The following censorship instructions, issued to the media by government authorities, have been leaked and distributed online. The name of the issuing body has been omitted to protect the source.
Regarding the knife attack on the morning of October 26 at the New Century Kindergarten in Yudong Town in Chongqing’s Banan District, all media should report briefly using only authoritative information published by local police. Do not expand on this; do not compile lists of similar incidents in the past; do not embellish or hype; do not publish or broadcast photos or video containing gory images. Take precautions against triggering copycat crimes. Media from other areas may not send reporters to gather news. (October 26, 2018) [Chinese]
CNN’s Ben Westcott and Serenitie Wang reported late last month on the attack by a woman with a kitchen knife on at least 14 children at a Chongqing kindergarten:
Videos circulating on Chinese social media showed small children bleeding from severe cuts to their faces at the entrance of the kindergarten as stunned adults looked on.

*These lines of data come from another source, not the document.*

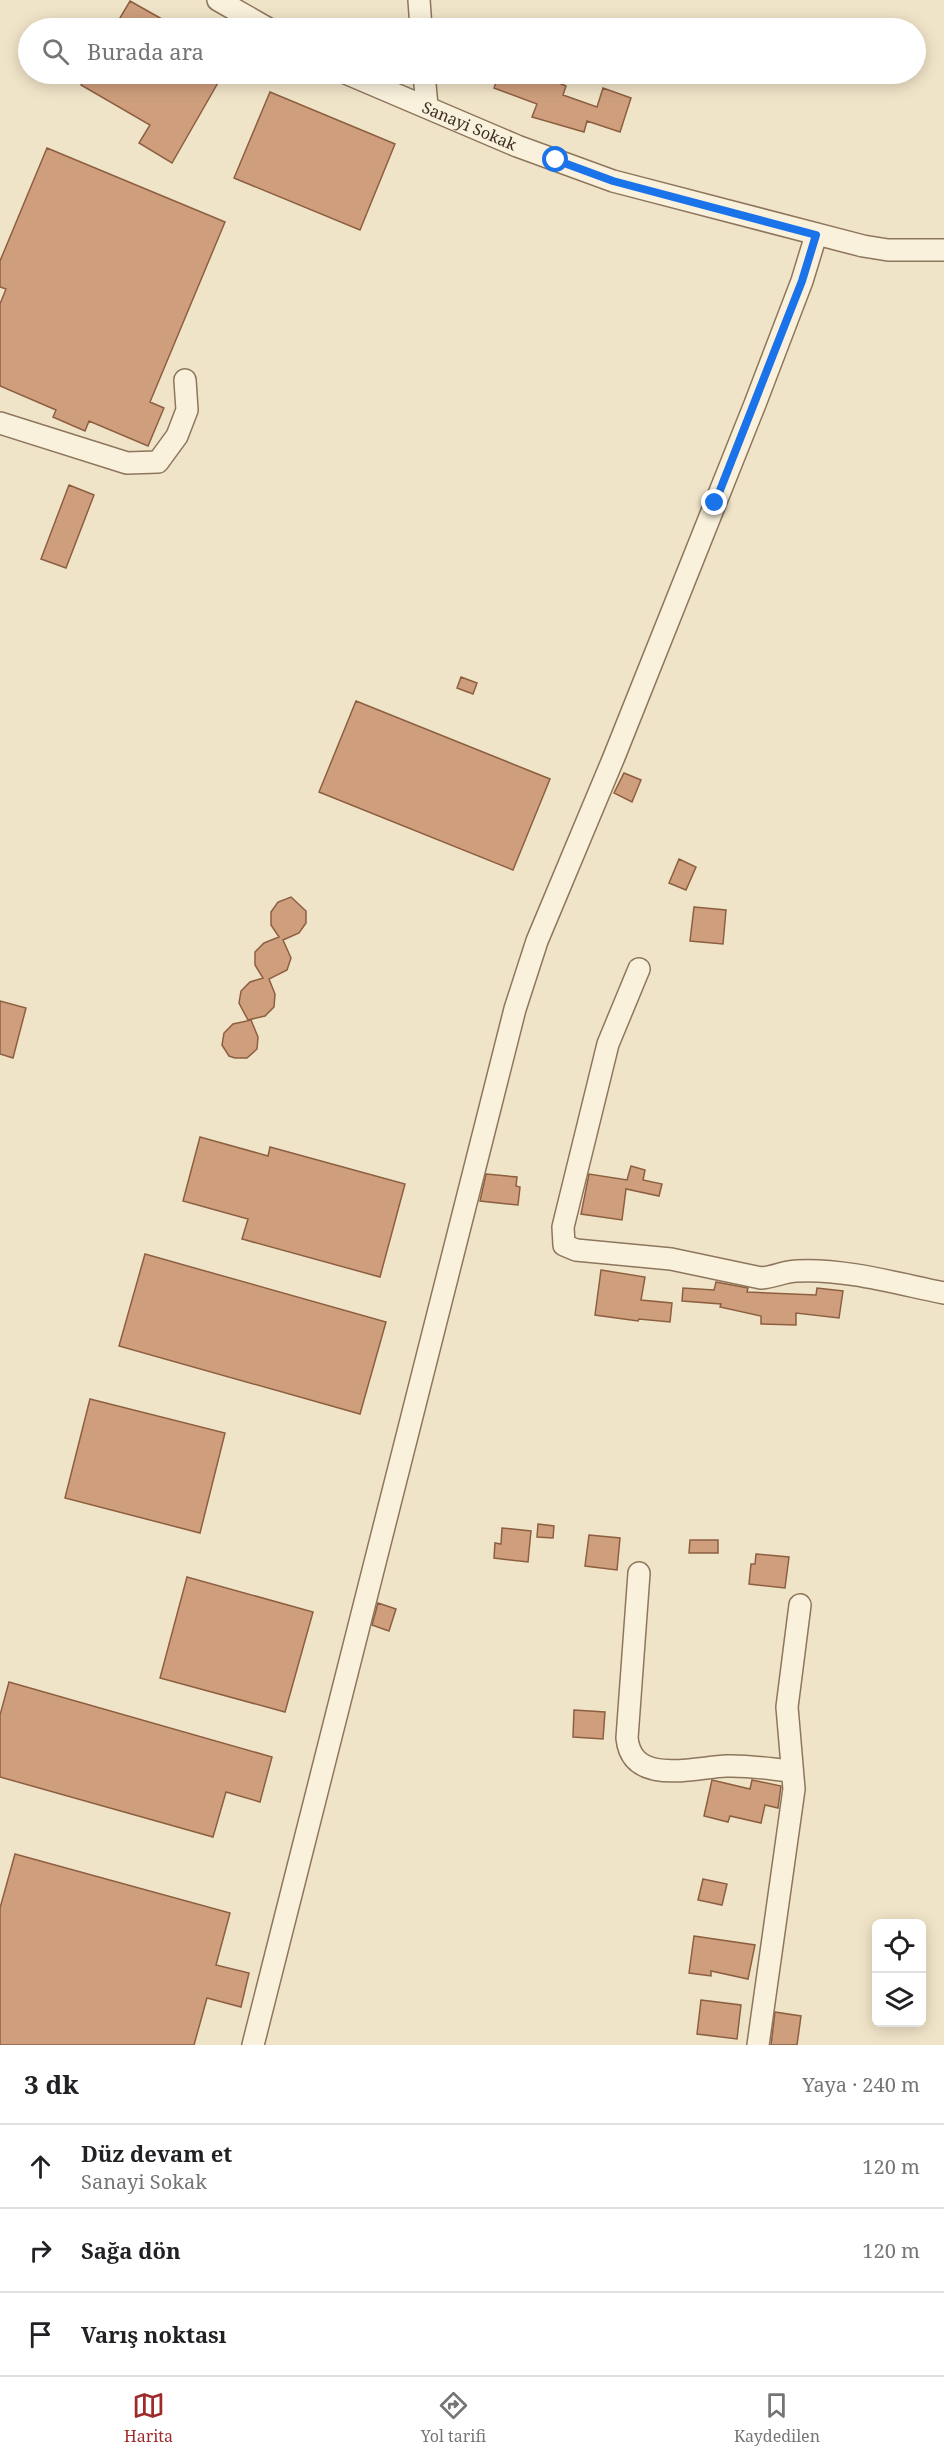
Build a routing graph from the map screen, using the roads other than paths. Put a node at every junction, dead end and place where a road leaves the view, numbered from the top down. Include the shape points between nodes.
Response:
1 (218, 0) edge
2 (419, 0) edge
3 (250, 18) edge
4 (420, 18) edge
5 (373, 84) edge
6 (425, 84) edge
7 (427, 106) junction
8 (816, 235) junction
9 (944, 250) edge
10 (185, 380) dead end
11 (0, 423) edge
12 (639, 969) dead end
13 (944, 1293) edge
14 (639, 1573) dead end
15 (800, 1605) dead end
16 (792, 1771) junction
17 (253, 2045) edge
18 (758, 2045) edge

1 - 3 street
2 - 4 street
5 - 7 street, Sanayi Sokak
6 - 7 street
7 - 8 street, Sanayi Sokak via 518,146 613,181
8 - 9 street, Sanayi Sokak via 888,250
8 - 17 street via 755,404 537,940 515,1009
10 - 11 street via 187,410 177,436 158,462 127,463
12 - 13 street via 608,1044 563,1227 564,1245 568,1249 671,1259 761,1278 775,1278 794,1270 817,1271
14 - 16 street via 627,1738 632,1755 644,1766 659,1769 742,1766
15 - 16 street via 787,1707
16 - 18 street via 794,1789

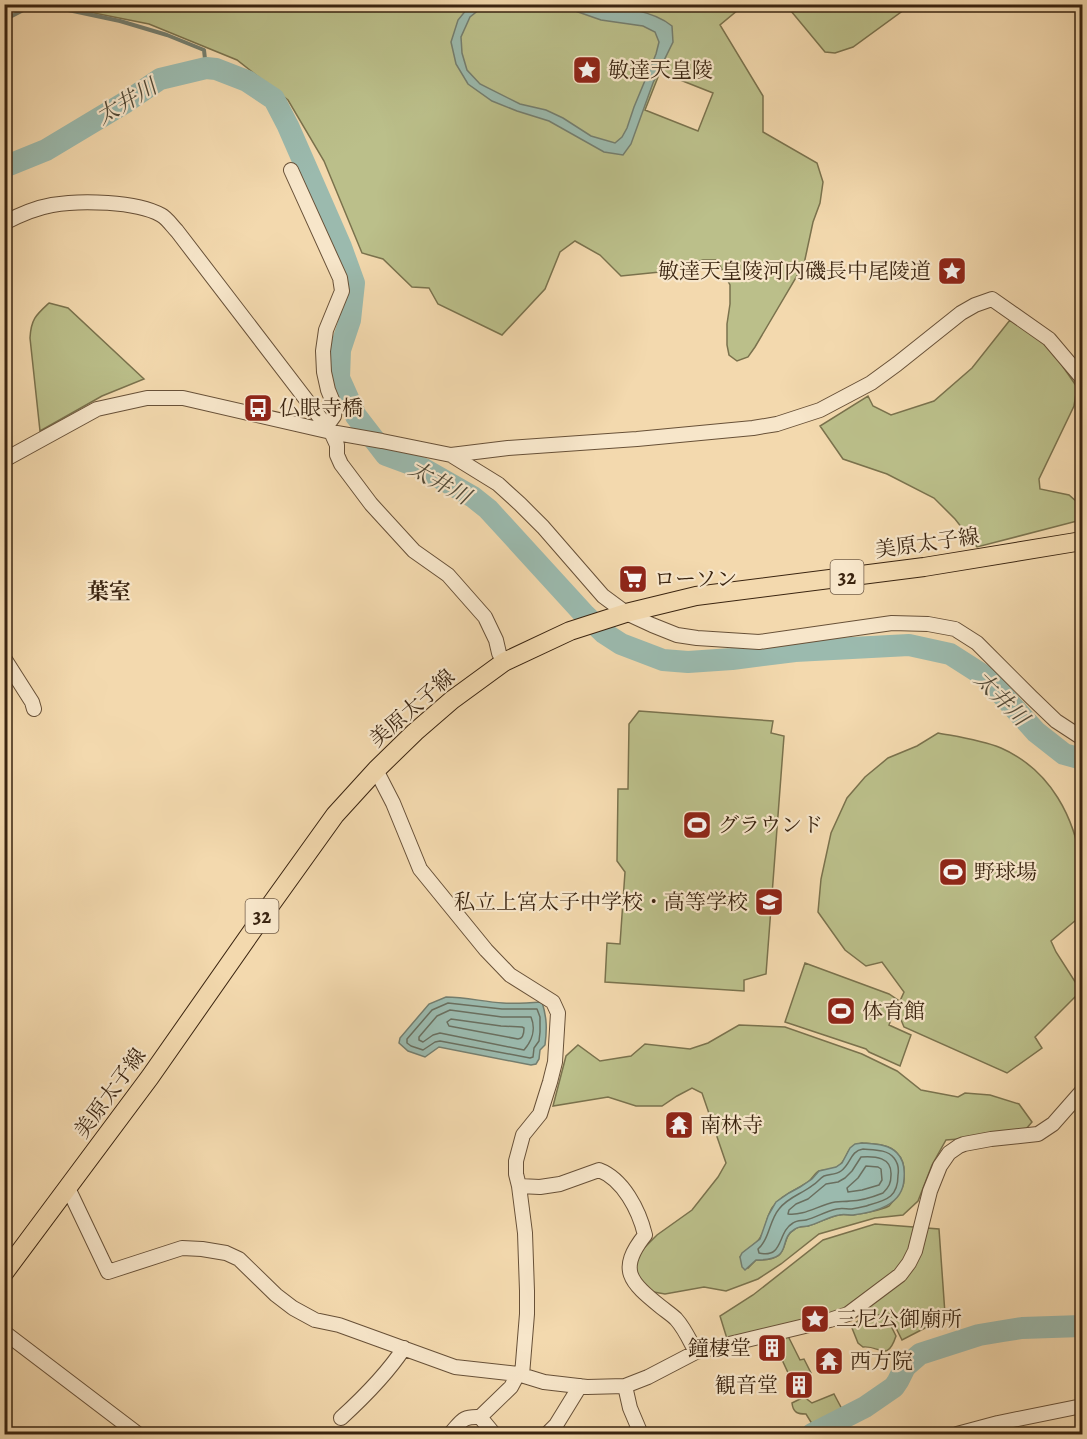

School security guards and staff restrained the 39-year-old attacker and took her into custody. Video from the scene appeared to show angry onlookers attempting to hit and kick the woman after she was detained.
[…] “It happened when the children were entering the school gate … The attacker just ran at them with a knife. The teachers were dumbstruck,” said Zhang Jing, who lives close to the school.
He told CNN old people out shopping for groceries had intervened to stop the attack.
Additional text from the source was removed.